The following options are available for the Search Type
global: the winner is searched for among all the neurons in the Kohonen map,
random: the winner is searched for locally, starting from a randomly selected neuron,
lastWin: the winner is searched for locally, starting from the neuron that won in the previous iteration.
In addition to the settings specific to the Kohonen algorithm, the user can use Transformation Settings - to control the way of data transformation; these settings are described in the Transformation chapter.
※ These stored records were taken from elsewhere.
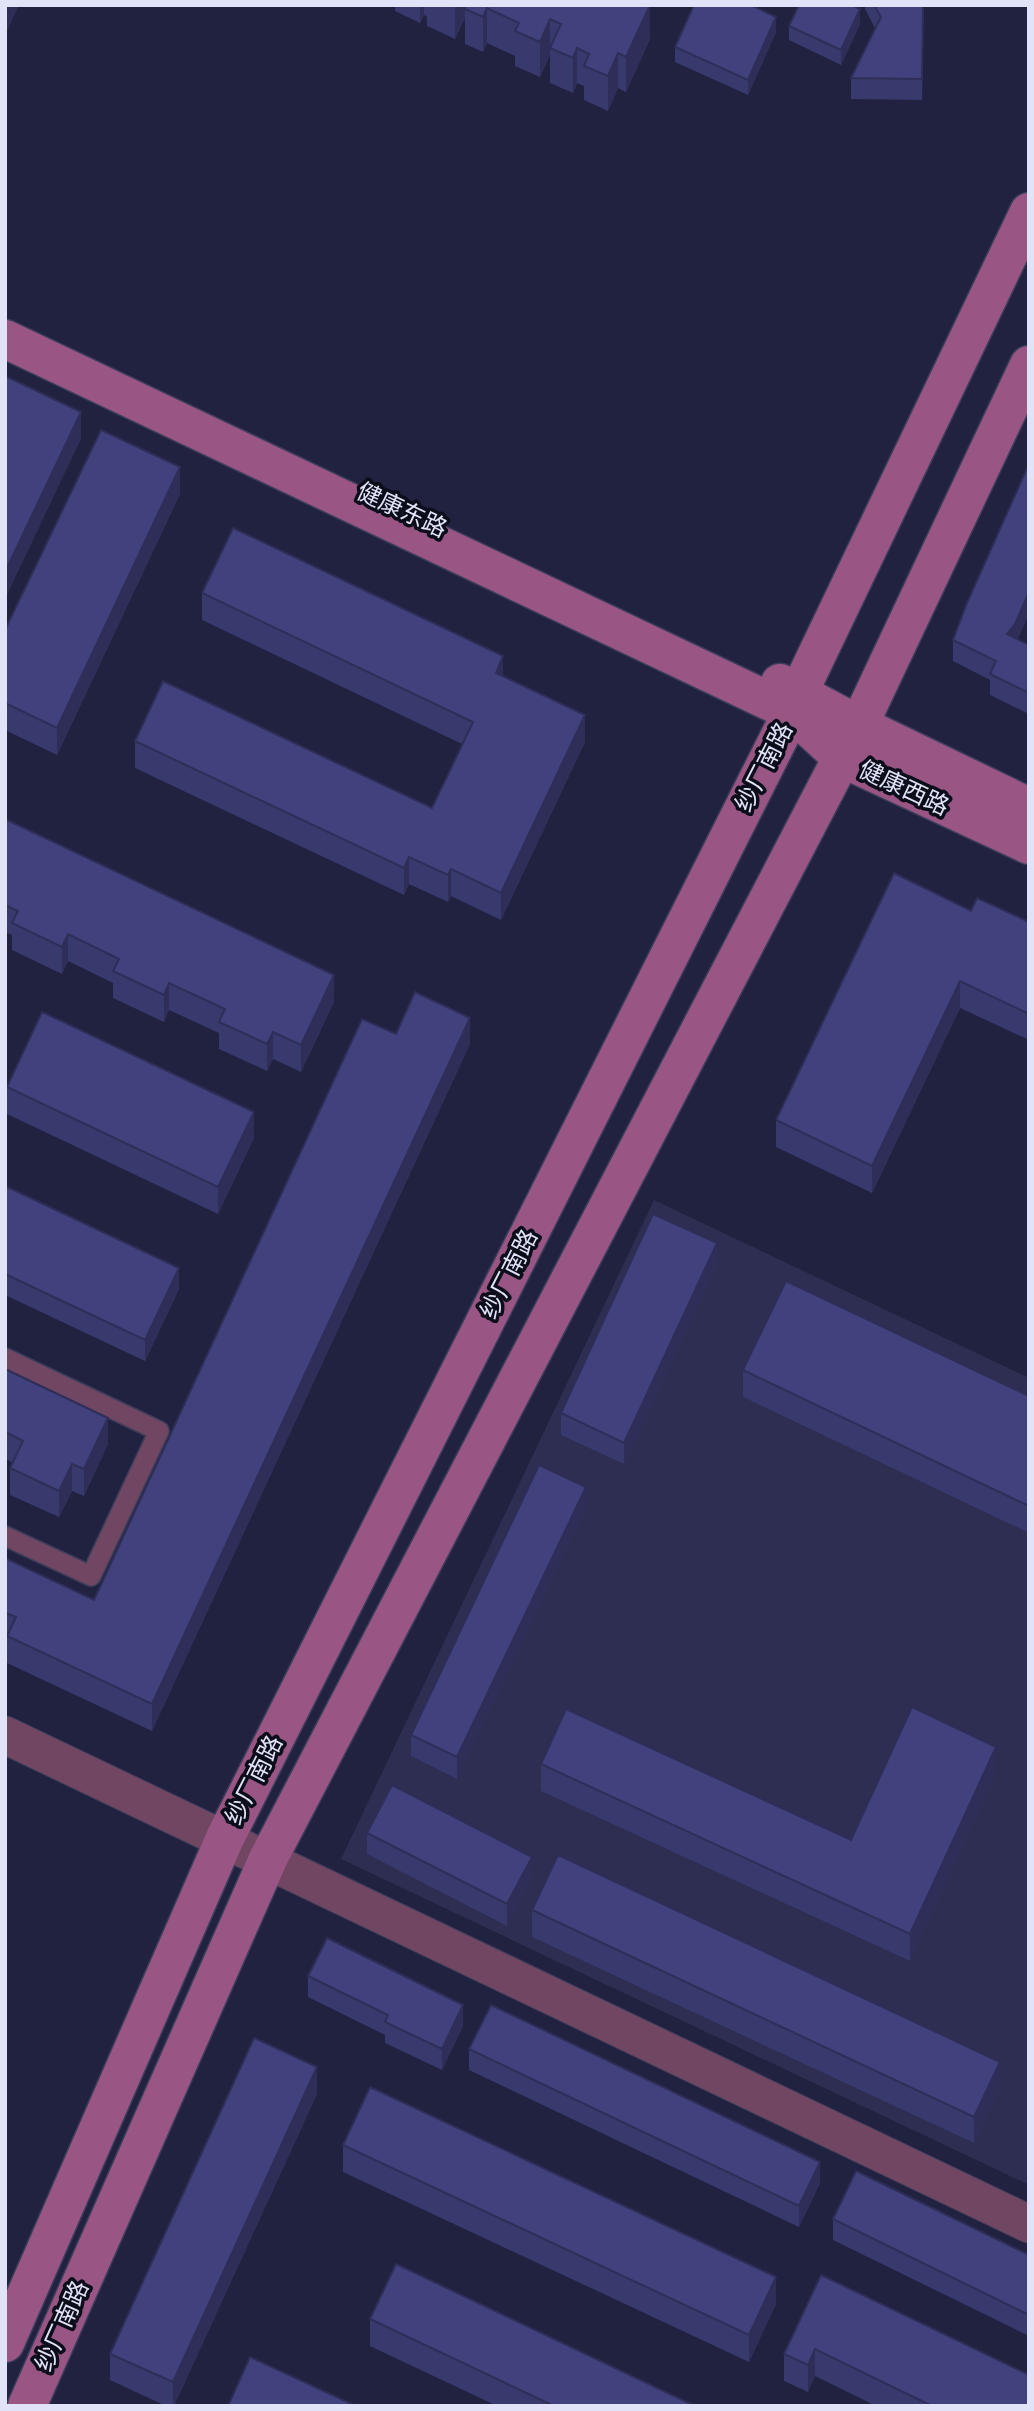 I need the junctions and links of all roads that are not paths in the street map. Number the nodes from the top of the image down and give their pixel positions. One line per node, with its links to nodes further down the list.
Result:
1 (1029, 212): 5 (main road, 纱厂南路)
2 (5, 328): 5 (main road, 健康东路)
3 (5, 339): 5 (main road, 健康东路)
4 (1029, 365): 6 (main road, 纱厂南路)
5 (795, 702): 6 (main road, 健康西路); 7 (main road, 健康西路); 13 (main road, 纱厂南路)
6 (859, 725): 7 (main road, 纱厂南路); 8 (main road, 健康西路)
7 (842, 758): 9 (main road, 健康西路); 14 (main road, 纱厂南路)
8 (1029, 807)
9 (1029, 845)
10 (5, 1358): 11 (lane)
11 (5, 1535)
12 (5, 1735): 13 (street)
13 (225, 1838): 14 (street); 16 (main road, 纱厂南路)
14 (268, 1859): 15 (street); 17 (main road, 纱厂南路)
15 (1029, 2224)
16 (5, 2343)
17 (27, 2406)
When it is required to visualize not only neuron weights (called components ) in a Kohonen map, but also some statistics for these neurons then it is necessary to run ComputeModelStatisticsTask first. The training data as well as new data with even more attributes can be used to compute the statistics. It is also possible to calculate statistics for data without some of the attributes used in the learning process. In this case an approximation of the calculated statistics is obtained.
All categorical variables (including the target variable) are automatically binarized, and the statistics are computed for binarized variables.